Lithuanian poet (1897–1944)

Jurgis Baltrušaitis (2 May 1873 – 3 January 1944) was a Lithuanian Symbolist poet and translator who wrote in Lithuanian and Russian, and was an exponent of iconology. He was the father of art historian and critic Jurgis Baltrušaitis Jr.

==Writer==

Baltrušaitis was born to a family of farmers in Paantvardys village near Jurbarkas, which was then under Imperial Russian rule. In 1885, he entered Kaunas gymnasium, and graduated in 1893; he then entered the Faculty of Physical and Mathematical Sciences at Imperial Moscow University. At the same time he attended lectures in the Faculty of History and Philology.

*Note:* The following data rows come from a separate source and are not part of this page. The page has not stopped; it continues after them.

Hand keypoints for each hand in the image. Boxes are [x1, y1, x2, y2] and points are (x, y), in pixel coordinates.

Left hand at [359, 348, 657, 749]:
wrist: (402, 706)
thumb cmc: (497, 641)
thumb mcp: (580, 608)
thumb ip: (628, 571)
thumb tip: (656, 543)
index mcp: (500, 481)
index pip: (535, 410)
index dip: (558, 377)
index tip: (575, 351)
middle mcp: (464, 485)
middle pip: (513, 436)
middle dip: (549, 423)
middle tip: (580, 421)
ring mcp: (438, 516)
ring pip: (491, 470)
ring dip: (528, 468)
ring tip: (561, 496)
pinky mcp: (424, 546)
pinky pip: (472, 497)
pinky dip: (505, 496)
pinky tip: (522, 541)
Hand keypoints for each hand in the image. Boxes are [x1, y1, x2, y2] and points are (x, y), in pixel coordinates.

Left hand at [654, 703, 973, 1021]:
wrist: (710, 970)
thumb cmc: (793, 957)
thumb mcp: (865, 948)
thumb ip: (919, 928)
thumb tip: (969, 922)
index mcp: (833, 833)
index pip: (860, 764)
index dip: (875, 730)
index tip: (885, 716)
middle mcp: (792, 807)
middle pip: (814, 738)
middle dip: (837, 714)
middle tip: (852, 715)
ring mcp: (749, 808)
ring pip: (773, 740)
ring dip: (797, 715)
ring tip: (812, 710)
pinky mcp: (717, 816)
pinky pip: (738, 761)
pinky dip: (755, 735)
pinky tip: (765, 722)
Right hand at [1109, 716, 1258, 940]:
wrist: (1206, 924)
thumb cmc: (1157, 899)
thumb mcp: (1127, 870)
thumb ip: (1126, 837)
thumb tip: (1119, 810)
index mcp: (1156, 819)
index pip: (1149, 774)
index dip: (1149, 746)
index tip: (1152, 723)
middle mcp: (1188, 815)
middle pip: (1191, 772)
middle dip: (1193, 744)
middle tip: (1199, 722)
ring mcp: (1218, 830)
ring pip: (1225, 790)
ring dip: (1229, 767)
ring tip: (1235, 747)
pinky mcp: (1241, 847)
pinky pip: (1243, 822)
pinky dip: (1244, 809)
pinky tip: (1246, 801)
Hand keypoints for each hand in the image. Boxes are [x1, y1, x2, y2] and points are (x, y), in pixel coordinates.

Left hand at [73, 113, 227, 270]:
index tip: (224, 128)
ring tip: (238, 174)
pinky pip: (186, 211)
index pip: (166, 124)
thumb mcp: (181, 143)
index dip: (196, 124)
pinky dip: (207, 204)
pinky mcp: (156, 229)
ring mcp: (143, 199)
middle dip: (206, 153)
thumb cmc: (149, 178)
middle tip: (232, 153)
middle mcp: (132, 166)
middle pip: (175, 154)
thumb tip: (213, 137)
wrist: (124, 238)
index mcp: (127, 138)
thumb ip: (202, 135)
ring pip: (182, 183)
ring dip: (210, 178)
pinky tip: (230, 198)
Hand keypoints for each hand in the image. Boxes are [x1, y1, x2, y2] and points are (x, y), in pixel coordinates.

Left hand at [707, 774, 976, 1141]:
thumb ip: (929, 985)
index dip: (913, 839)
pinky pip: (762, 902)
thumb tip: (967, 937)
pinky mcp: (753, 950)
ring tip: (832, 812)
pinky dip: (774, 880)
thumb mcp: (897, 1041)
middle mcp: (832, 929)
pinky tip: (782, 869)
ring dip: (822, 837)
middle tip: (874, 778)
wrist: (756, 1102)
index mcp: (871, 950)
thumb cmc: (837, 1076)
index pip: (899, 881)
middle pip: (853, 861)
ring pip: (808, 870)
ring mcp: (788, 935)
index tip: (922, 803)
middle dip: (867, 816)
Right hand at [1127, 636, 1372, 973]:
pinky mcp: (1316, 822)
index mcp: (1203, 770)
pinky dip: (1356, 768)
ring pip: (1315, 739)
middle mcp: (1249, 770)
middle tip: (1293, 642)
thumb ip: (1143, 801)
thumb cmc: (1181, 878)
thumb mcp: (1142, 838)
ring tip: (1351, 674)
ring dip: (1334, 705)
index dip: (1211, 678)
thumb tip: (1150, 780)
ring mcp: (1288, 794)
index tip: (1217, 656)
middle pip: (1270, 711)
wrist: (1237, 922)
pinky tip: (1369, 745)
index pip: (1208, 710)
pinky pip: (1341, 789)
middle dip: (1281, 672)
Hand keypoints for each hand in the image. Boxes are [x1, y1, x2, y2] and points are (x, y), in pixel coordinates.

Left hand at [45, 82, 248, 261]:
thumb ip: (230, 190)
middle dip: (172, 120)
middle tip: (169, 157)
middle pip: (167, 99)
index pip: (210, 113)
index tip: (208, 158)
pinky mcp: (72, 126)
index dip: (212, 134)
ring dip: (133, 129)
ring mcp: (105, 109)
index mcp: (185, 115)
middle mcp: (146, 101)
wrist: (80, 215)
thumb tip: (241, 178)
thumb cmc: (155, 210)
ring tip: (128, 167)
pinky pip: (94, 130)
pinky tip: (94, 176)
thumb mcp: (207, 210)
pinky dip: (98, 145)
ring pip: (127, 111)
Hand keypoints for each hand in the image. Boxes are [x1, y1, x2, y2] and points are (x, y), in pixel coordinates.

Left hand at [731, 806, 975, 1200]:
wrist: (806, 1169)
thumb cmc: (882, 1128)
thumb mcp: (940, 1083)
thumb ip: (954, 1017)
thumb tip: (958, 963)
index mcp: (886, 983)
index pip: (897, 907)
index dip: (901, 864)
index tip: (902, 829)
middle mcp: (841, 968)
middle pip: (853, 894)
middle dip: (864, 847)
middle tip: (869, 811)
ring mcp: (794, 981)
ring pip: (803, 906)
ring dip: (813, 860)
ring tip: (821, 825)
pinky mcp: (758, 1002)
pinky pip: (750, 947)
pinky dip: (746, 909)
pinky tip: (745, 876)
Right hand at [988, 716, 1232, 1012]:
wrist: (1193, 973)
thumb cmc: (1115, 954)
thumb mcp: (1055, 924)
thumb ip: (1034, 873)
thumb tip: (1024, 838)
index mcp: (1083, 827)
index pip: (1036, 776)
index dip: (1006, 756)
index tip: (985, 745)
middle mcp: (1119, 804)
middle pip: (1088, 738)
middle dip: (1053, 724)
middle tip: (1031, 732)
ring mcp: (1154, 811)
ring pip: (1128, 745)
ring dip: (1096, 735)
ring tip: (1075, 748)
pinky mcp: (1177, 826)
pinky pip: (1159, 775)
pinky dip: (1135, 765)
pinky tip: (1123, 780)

From 1895 onwards Baltrušaitis began to take part in editing Moscow-based literary magazines, and he began to work in Russian. He joined the Symbolist movement, and, in association with Sergei Polyakov, set up the publishing house Scorpio, which published the chief Russian Symbolist magazines such as Vesy and Severnyie Tzvety as well as collections of Russian Symbolist poets.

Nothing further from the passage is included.